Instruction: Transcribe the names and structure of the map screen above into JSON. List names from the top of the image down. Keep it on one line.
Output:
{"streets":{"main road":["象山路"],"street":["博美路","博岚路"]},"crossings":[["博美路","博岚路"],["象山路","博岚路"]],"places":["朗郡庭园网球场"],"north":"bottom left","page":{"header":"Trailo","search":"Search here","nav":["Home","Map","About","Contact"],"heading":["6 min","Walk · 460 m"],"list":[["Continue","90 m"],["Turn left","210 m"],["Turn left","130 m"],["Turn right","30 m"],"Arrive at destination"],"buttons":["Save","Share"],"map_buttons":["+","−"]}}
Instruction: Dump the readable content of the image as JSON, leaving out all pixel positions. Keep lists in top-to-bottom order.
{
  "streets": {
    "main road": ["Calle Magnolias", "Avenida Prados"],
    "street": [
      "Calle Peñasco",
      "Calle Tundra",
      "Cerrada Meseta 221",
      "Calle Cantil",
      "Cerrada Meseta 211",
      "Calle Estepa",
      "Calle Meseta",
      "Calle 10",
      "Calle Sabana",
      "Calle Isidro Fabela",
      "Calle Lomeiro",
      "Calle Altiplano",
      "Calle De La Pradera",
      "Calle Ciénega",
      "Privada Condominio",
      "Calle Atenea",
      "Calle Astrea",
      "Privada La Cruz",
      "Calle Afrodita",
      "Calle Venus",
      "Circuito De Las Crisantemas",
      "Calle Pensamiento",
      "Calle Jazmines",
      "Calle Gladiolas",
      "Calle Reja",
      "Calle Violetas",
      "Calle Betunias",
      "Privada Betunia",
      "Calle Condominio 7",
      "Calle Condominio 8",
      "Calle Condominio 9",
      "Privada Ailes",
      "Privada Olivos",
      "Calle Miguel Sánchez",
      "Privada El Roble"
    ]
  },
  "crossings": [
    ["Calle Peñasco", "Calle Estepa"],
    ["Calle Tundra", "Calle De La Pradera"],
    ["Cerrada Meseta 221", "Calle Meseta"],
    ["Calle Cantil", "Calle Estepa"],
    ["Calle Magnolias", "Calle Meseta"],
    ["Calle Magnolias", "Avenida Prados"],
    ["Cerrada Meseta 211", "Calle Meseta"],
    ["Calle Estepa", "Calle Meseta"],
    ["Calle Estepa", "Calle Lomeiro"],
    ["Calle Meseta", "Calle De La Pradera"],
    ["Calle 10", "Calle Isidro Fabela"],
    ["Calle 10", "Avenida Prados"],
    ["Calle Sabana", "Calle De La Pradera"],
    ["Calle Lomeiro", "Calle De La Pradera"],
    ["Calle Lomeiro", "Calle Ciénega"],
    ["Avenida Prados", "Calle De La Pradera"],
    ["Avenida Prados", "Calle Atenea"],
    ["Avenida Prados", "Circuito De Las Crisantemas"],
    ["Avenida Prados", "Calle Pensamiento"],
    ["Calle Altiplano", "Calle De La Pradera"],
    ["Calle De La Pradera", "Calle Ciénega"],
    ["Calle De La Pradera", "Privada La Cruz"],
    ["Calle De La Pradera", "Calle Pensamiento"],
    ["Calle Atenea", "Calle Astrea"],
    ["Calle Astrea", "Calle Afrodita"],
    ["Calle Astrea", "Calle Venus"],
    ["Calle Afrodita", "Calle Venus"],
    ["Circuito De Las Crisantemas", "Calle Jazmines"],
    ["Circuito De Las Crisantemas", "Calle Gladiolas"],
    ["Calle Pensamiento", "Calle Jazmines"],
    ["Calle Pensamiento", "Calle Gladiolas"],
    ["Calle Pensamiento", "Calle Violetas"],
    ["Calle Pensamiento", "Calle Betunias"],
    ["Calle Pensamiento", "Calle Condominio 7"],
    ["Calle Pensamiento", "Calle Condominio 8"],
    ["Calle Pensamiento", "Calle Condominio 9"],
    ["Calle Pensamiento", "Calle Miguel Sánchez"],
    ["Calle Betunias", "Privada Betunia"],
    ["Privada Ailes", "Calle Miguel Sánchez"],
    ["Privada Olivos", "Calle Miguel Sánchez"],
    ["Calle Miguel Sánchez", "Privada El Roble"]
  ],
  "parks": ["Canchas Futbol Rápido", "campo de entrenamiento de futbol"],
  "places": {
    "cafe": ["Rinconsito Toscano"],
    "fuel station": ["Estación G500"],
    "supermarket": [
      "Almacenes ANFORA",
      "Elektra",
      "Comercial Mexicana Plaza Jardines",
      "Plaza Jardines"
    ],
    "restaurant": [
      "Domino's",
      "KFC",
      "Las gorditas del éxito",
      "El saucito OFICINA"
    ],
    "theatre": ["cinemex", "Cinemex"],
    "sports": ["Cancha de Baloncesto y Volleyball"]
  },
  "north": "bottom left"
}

**EXERCISE PROMPT:** Check each line of the entries above for the string "Afrodita", and return those that contain it.

**YOUR RESPONSE:**
      "Calle Afrodita",
    ["Calle Astrea", "Calle Afrodita"],
    ["Calle Afrodita", "Calle Venus"],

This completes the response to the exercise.